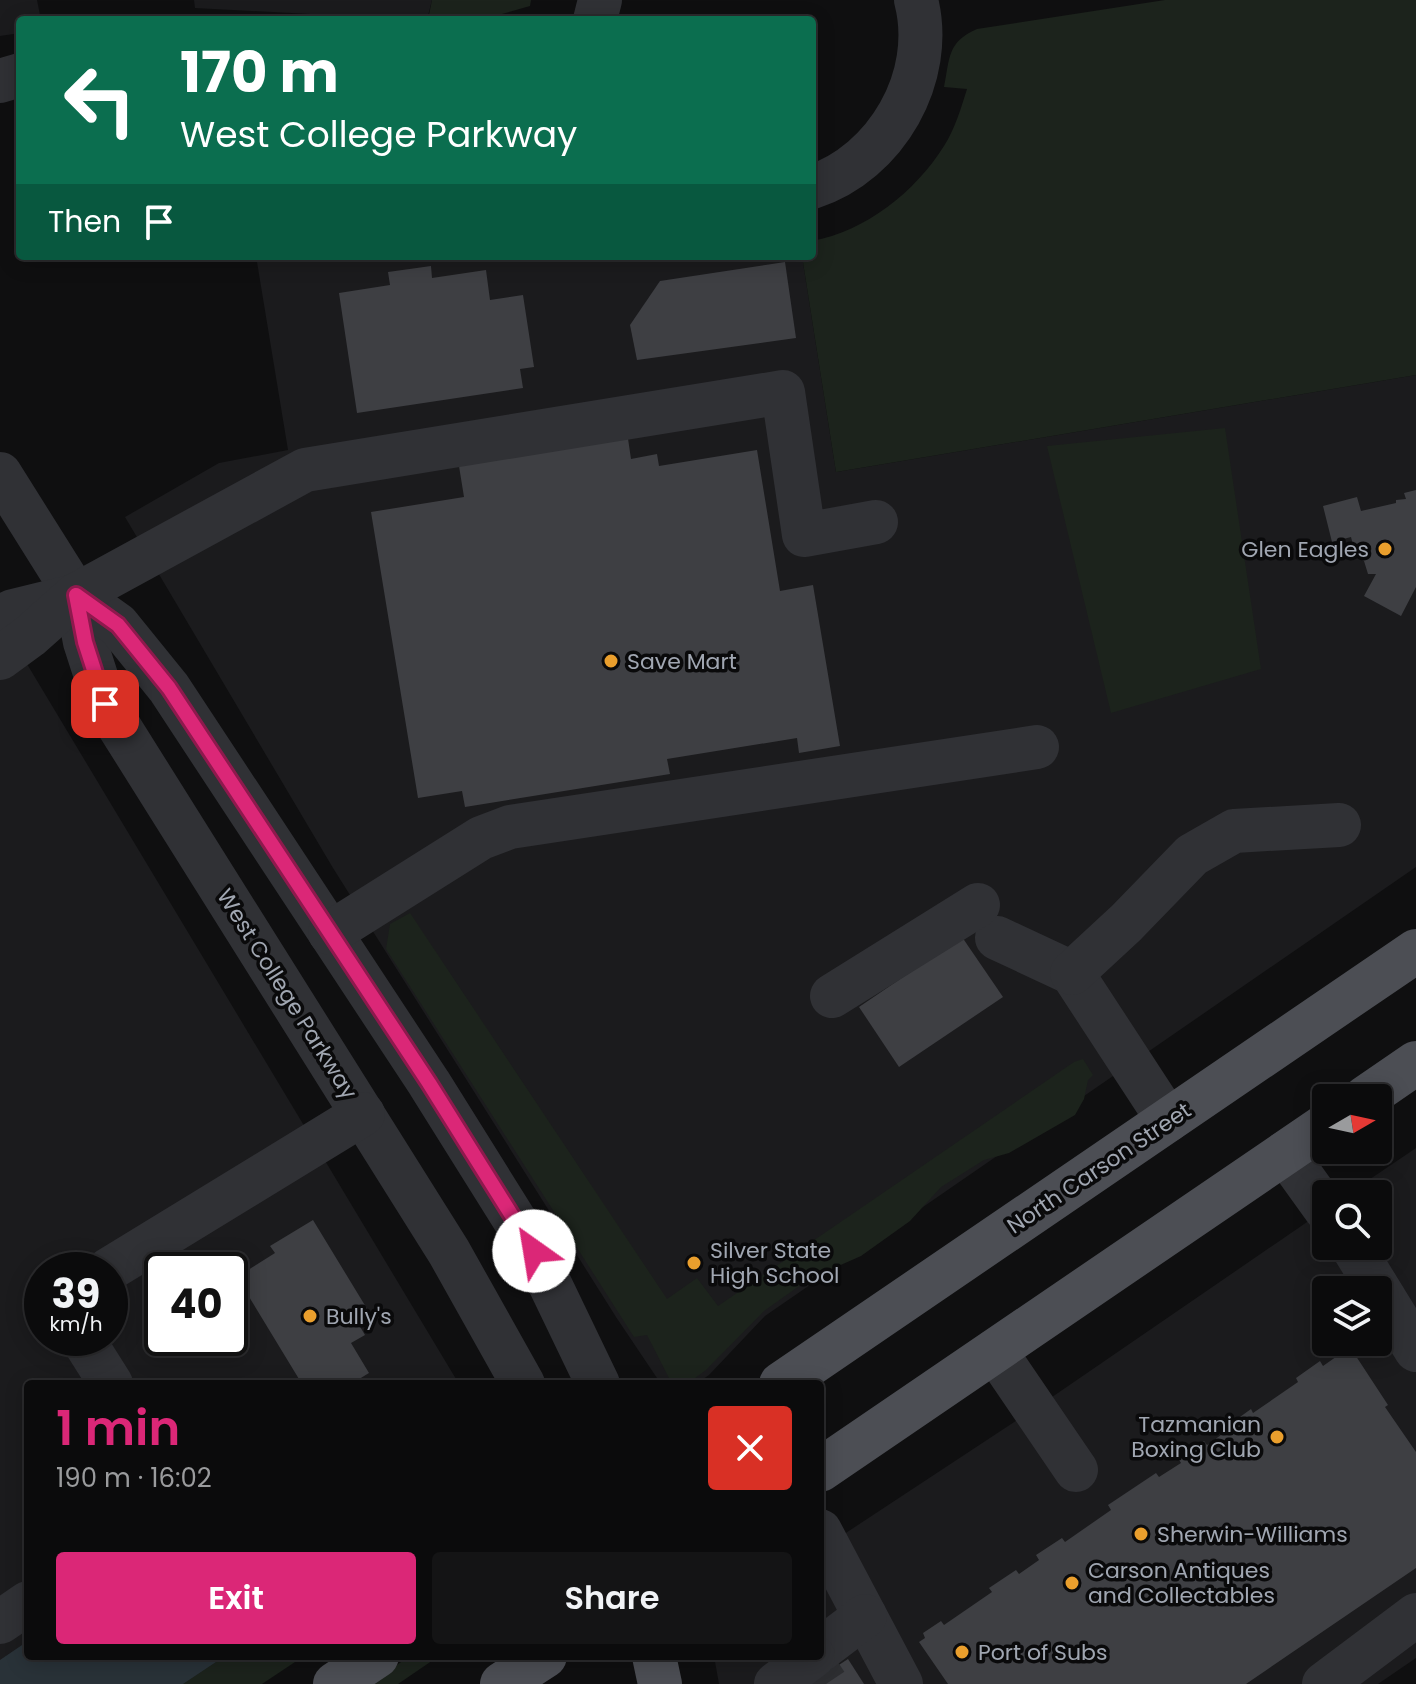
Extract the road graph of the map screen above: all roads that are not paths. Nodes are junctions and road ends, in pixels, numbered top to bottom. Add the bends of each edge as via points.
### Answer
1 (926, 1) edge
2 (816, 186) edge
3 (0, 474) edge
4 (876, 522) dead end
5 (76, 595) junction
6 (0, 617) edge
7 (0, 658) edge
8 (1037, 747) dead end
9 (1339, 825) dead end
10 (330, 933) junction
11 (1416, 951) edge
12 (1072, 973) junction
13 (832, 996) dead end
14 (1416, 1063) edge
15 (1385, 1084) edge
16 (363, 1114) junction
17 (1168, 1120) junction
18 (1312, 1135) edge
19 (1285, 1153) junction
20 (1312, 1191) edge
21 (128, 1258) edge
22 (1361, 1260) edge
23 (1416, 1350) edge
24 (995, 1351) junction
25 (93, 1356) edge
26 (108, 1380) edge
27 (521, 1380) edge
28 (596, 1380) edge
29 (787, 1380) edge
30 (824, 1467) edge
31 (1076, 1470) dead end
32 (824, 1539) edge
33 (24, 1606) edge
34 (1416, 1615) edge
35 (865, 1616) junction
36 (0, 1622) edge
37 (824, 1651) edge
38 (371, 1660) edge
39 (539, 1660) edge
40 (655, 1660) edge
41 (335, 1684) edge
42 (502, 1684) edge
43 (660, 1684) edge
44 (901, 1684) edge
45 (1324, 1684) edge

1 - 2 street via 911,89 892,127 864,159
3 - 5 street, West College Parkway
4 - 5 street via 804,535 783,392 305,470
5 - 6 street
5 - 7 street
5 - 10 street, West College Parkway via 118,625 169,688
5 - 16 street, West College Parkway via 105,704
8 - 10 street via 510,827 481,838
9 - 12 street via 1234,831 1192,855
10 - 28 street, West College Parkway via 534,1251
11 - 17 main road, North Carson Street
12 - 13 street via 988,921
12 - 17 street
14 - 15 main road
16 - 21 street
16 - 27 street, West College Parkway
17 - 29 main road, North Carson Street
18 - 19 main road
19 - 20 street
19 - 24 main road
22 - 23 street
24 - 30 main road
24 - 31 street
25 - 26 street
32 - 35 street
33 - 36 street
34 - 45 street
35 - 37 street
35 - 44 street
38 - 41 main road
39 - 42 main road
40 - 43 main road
--
• **Required work**
Return the listing above in full and without alteration, excluding its pictures.

• **Your solution**
Extract the road graph of the map screen above: all roads that are not paths. Nodes are junctions and road ends, in pixels, numbered top to bottom. Add the bends of each edge as via points.
### Answer
1 (926, 1) edge
2 (816, 186) edge
3 (0, 474) edge
4 (876, 522) dead end
5 (76, 595) junction
6 (0, 617) edge
7 (0, 658) edge
8 (1037, 747) dead end
9 (1339, 825) dead end
10 (330, 933) junction
11 (1416, 951) edge
12 (1072, 973) junction
13 (832, 996) dead end
14 (1416, 1063) edge
15 (1385, 1084) edge
16 (363, 1114) junction
17 (1168, 1120) junction
18 (1312, 1135) edge
19 (1285, 1153) junction
20 (1312, 1191) edge
21 (128, 1258) edge
22 (1361, 1260) edge
23 (1416, 1350) edge
24 (995, 1351) junction
25 (93, 1356) edge
26 (108, 1380) edge
27 (521, 1380) edge
28 (596, 1380) edge
29 (787, 1380) edge
30 (824, 1467) edge
31 (1076, 1470) dead end
32 (824, 1539) edge
33 (24, 1606) edge
34 (1416, 1615) edge
35 (865, 1616) junction
36 (0, 1622) edge
37 (824, 1651) edge
38 (371, 1660) edge
39 (539, 1660) edge
40 (655, 1660) edge
41 (335, 1684) edge
42 (502, 1684) edge
43 (660, 1684) edge
44 (901, 1684) edge
45 (1324, 1684) edge

1 - 2 street via 911,89 892,127 864,159
3 - 5 street, West College Parkway
4 - 5 street via 804,535 783,392 305,470
5 - 6 street
5 - 7 street
5 - 10 street, West College Parkway via 118,625 169,688
5 - 16 street, West College Parkway via 105,704
8 - 10 street via 510,827 481,838
9 - 12 street via 1234,831 1192,855
10 - 28 street, West College Parkway via 534,1251
11 - 17 main road, North Carson Street
12 - 13 street via 988,921
12 - 17 street
14 - 15 main road
16 - 21 street
16 - 27 street, West College Parkway
17 - 29 main road, North Carson Street
18 - 19 main road
19 - 20 street
19 - 24 main road
22 - 23 street
24 - 30 main road
24 - 31 street
25 - 26 street
32 - 35 street
33 - 36 street
34 - 45 street
35 - 37 street
35 - 44 street
38 - 41 main road
39 - 42 main road
40 - 43 main road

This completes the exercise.